Introducing students to potential careers in agriculture is the goal of two major projects made possible by the Ohio Farm Bureau Foundation’s Fisher Fund for Lifelong Learning. The goal is to introduce students to and prepare them for careers in agriculture, food, and natural resources.
The Fisher Fund was created last year to honor John C. “Jack” Fisher, who retired after serving 20 years as Ohio Farm Bureau Federation’s executive vice president. The fund’s goal is to support educational projects and programs that build a greater awareness of food production and knowledge of the interconnected food system.
The Fisher Fund’s signature project is the ExploreAg program, which will be launched this summer. Fifty high school freshmen and sophomores will be chosen through a competitive process to spend two weeks on a college campus for an introduction to agriculture, as well as hands-on learning. Internationally-known teachers, scientists, and researchers will expose them to food science, precision agriculture, animal science, natural resources, management skills, technology, and agricultural business. Along with classroom experience, the students will participate in field experiences that highlight cutting-edge research, and will interact with industry partners to learn about possible careers in related fields.
The first year of the program will take place on Ohio State University’s main campus and at its Agricultural Technical Institute in Wooster, and is completely free for students. The foundation has committed $125,000 for the first two years of the program.
The second program, Youth Pathways to Careers in Agriculture, supports projects that introduce and train students for high-demand jobs in the food, agricultural or natural resources industries. The program is open to nonprofit organizations or those with a fiscal sponsor. The foundation is accepting applications for the program Jan. 1 to March 20. The foundation has committed $100,000 in funding in 2018.

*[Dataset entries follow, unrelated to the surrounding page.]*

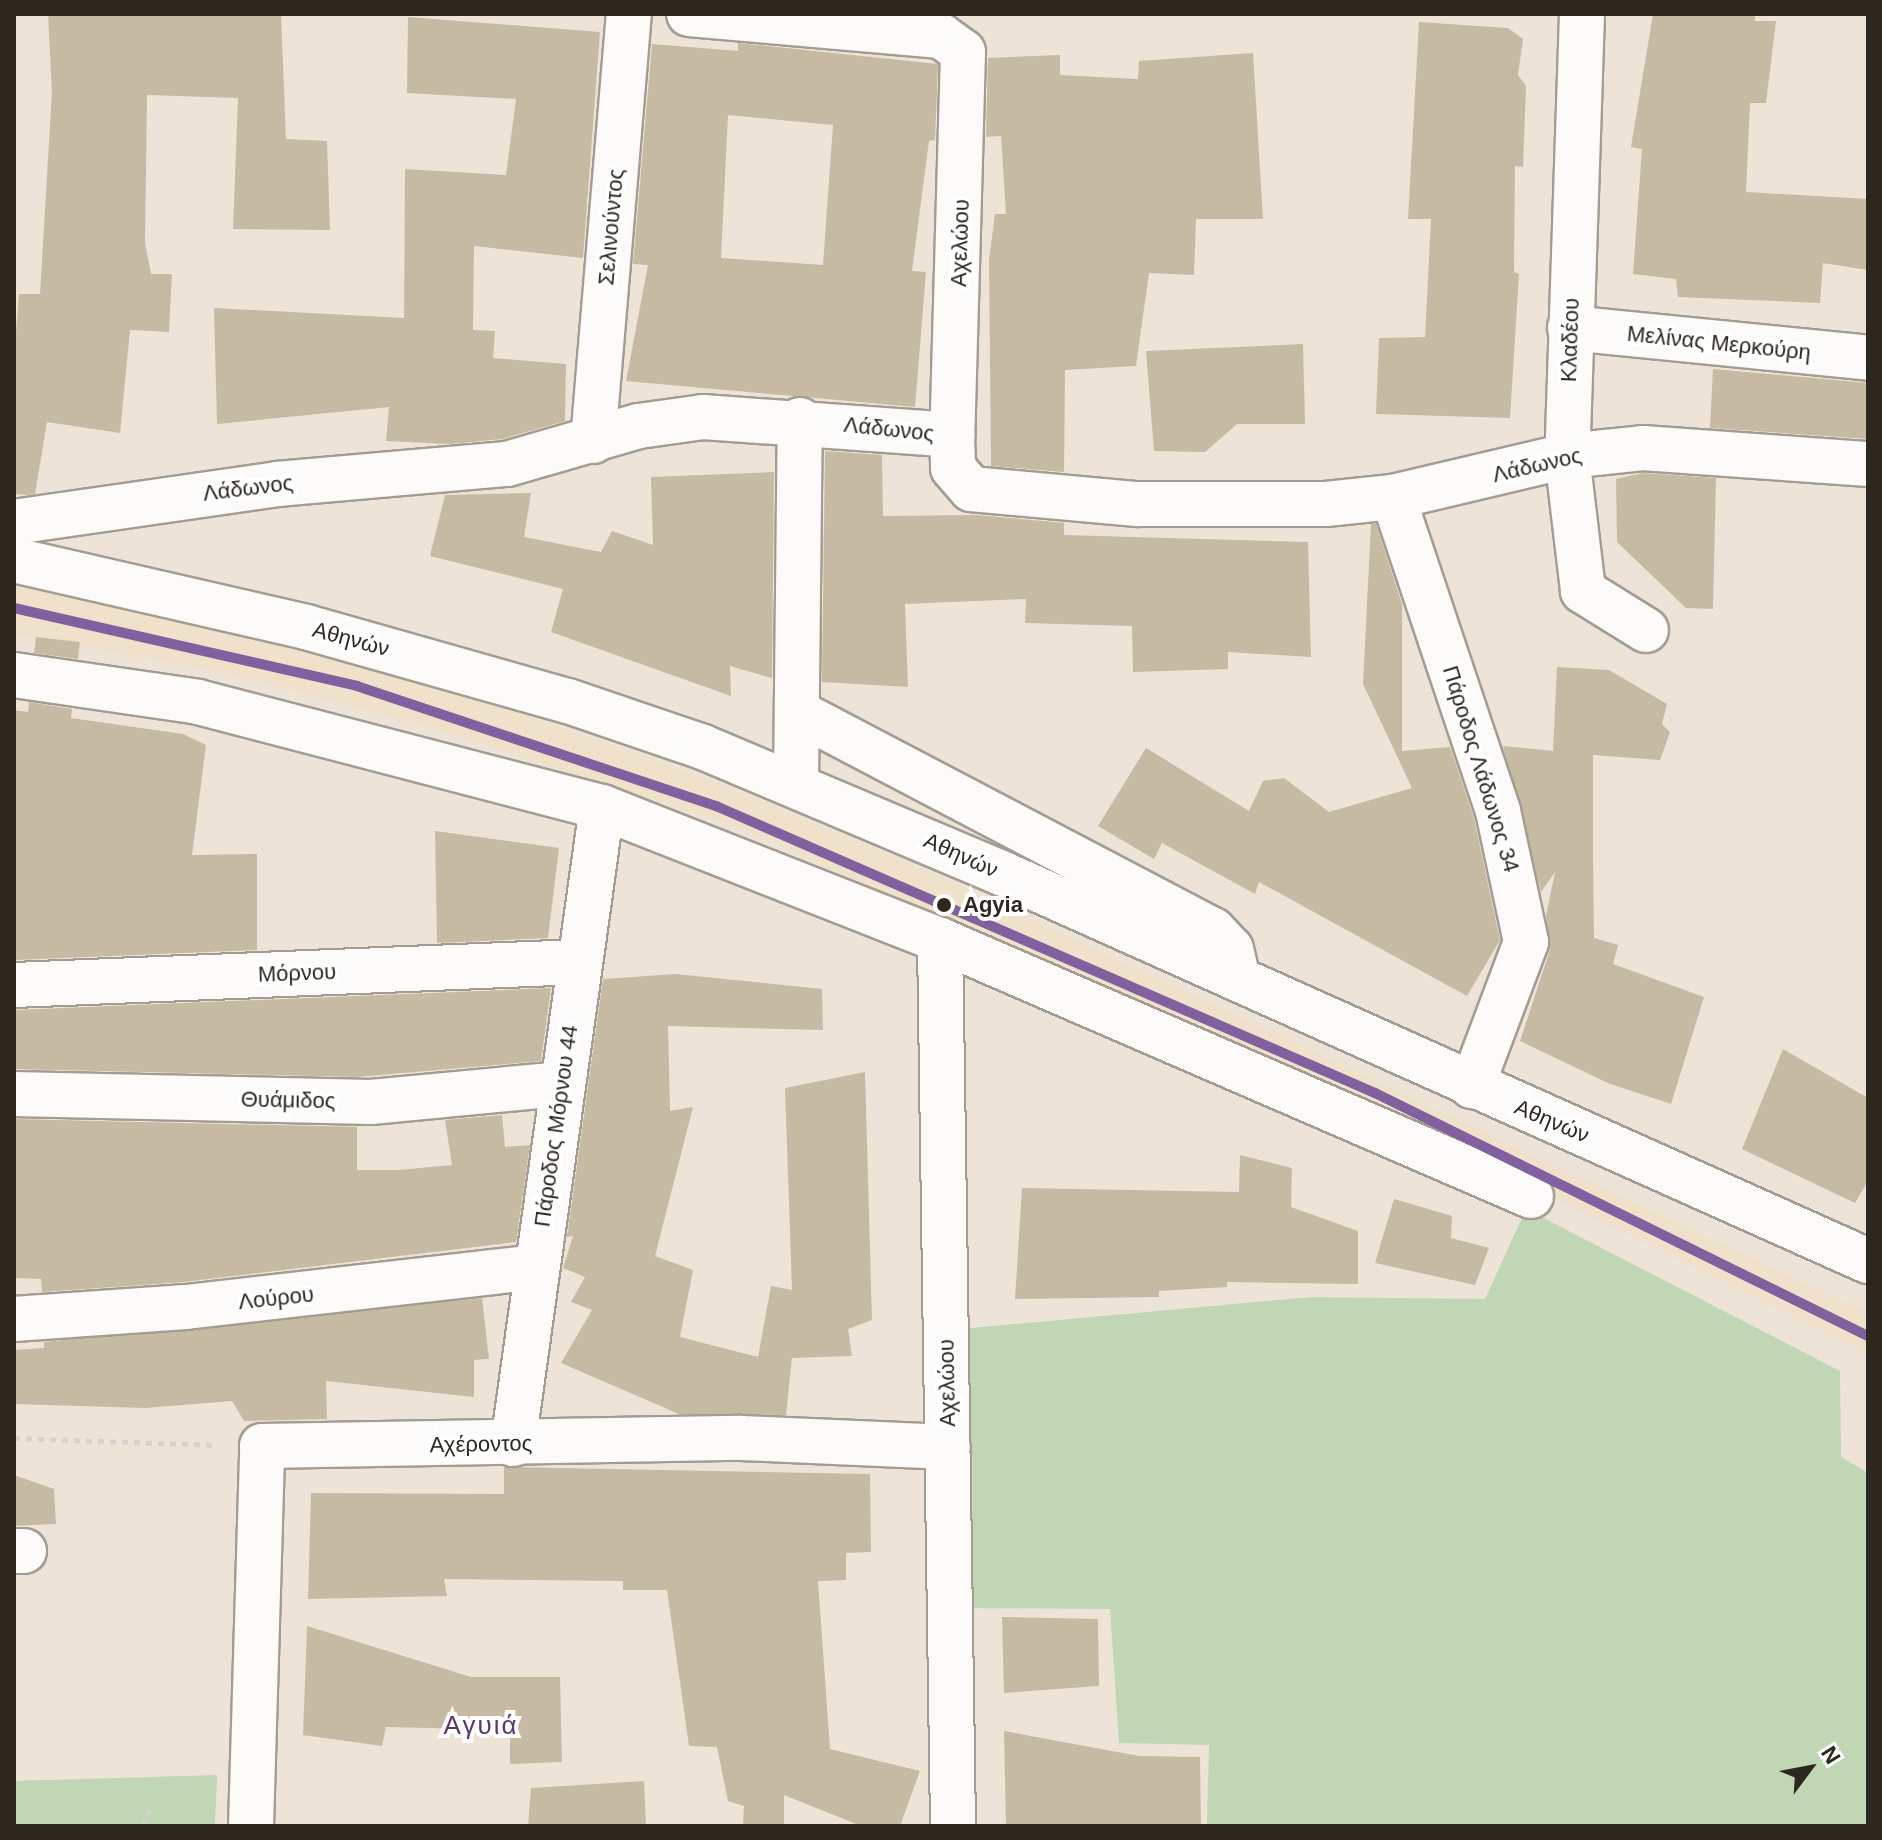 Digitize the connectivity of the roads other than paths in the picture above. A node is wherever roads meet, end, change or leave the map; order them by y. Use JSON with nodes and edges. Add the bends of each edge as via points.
{"nodes":[{"id":1,"x":629,"y":14,"type":"edge"},
{"id":2,"x":689,"y":14,"type":"edge"},
{"id":3,"x":1582,"y":14,"type":"edge"},
{"id":4,"x":1570,"y":328,"type":"junction"},
{"id":5,"x":1868,"y":358,"type":"edge"},
{"id":6,"x":800,"y":420,"type":"junction"},
{"id":7,"x":952,"y":435,"type":"junction"},
{"id":8,"x":593,"y":441,"type":"junction"},
{"id":9,"x":1567,"y":456,"type":"junction"},
{"id":10,"x":1868,"y":464,"type":"edge"},
{"id":11,"x":1393,"y":497,"type":"junction"},
{"id":12,"x":14,"y":522,"type":"edge"},
{"id":13,"x":14,"y":560,"type":"edge"},
{"id":14,"x":1646,"y":630,"type":"dead end"},
{"id":15,"x":14,"y":675,"type":"edge"},
{"id":16,"x":799,"y":713,"type":"junction"},
{"id":17,"x":796,"y":783,"type":"junction"},
{"id":18,"x":602,"y":807,"type":"junction"},
{"id":19,"x":940,"y":940,"type":"junction"},
{"id":20,"x":579,"y":962,"type":"junction"},
{"id":21,"x":1238,"y":979,"type":"junction"},
{"id":22,"x":14,"y":985,"type":"edge"},
{"id":23,"x":562,"y":1084,"type":"junction"},
{"id":24,"x":1472,"y":1086,"type":"junction"},
{"id":25,"x":14,"y":1094,"type":"edge"},
{"id":26,"x":1531,"y":1196,"type":"dead end"},
{"id":27,"x":1868,"y":1261,"type":"edge"},
{"id":28,"x":537,"y":1267,"type":"junction"},
{"id":29,"x":14,"y":1319,"type":"edge"},
{"id":30,"x":513,"y":1444,"type":"junction"},
{"id":31,"x":948,"y":1447,"type":"junction"},
{"id":32,"x":251,"y":1826,"type":"edge"},
{"id":33,"x":953,"y":1826,"type":"edge"}],
"edges":[{"from":1,"to":8,"type":"street","name":"Σελινούντος"},
{"from":2,"to":7,"type":"street","name":"Αχελώου","via":[[941,36],[963,52]]},
{"from":3,"to":4,"type":"street","name":"Κλαδέου"},
{"from":4,"to":5,"type":"street","name":"Μελίνας Μερκούρη"},
{"from":4,"to":9,"type":"street","name":"Κλαδέου"},
{"from":6,"to":7,"type":"street","name":"Λάδωνος"},
{"from":6,"to":8,"type":"street","name":"Λάδωνος","via":[[703,417]]},
{"from":6,"to":16,"type":"street"},
{"from":7,"to":11,"type":"street","name":"Λάδωνος","via":[[960,480],[984,492],[1232,506]]},
{"from":8,"to":12,"type":"street","name":"Λάδωνος","via":[[507,464],[262,486]]},
{"from":9,"to":10,"type":"street","name":"Λάδωνος","via":[[1689,449]]},
{"from":9,"to":11,"type":"street","name":"Λάδωνος"},
{"from":9,"to":14,"type":"street","name":"Κλαδέου","via":[[1583,591]]},
{"from":11,"to":24,"type":"street","name":"Πάροδος Λάδωνος 34","via":[[1498,811],[1526,942]]},
{"from":13,"to":17,"type":"street","name":"Αθηνών","via":[[415,657],[624,719]]},
{"from":15,"to":18,"type":"street","via":[[198,702]]},
{"from":16,"to":17,"type":"street"},
{"from":16,"to":21,"type":"street","via":[[1213,930],[1231,949]]},
{"from":17,"to":21,"type":"street","name":"Αθηνών"},
{"from":18,"to":19,"type":"street"},
{"from":18,"to":20,"type":"street","name":"Πάροδος Μόρνου 44"},
{"from":19,"to":26,"type":"street"},
{"from":19,"to":31,"type":"street","name":"Αχελώου"},
{"from":20,"to":22,"type":"street","name":"Μόρνου"},
{"from":20,"to":23,"type":"street","name":"Πάροδος Μόρνου 44"},
{"from":21,"to":24,"type":"street","name":"Αθηνών"},
{"from":23,"to":25,"type":"street","name":"Θυάμιδος","via":[[371,1102]]},
{"from":23,"to":28,"type":"street","name":"Πάροδος Μόρνου 44"},
{"from":24,"to":27,"type":"street","name":"Αθηνών"},
{"from":28,"to":29,"type":"street","name":"Λούρου","via":[[201,1306]]},
{"from":28,"to":30,"type":"street","name":"Πάροδος Μόρνου 44"},
{"from":30,"to":31,"type":"street","name":"Αχέροντος","via":[[741,1438]]},
{"from":30,"to":32,"type":"street","name":"Αχέροντος","via":[[262,1446]]},
{"from":31,"to":33,"type":"street","name":"Αχελώου"}]}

“We believe Farm Bureau can serve as a significant catalyst to attract young people to careers in our industry, said Ohio Farm Bureau Executive Vice President Adam Sharp, who announced these new programs during Farm Bureau’s 99th annual meeting in December. “These projects will also result in county Farm Bureaus, agribusinesses, higher education and youth-serving education institutions to better share the story of modern agriculture. Working together we can inspire the next generation of innovators and entrepreneurs to become problem solvers and leaders in agriculture.”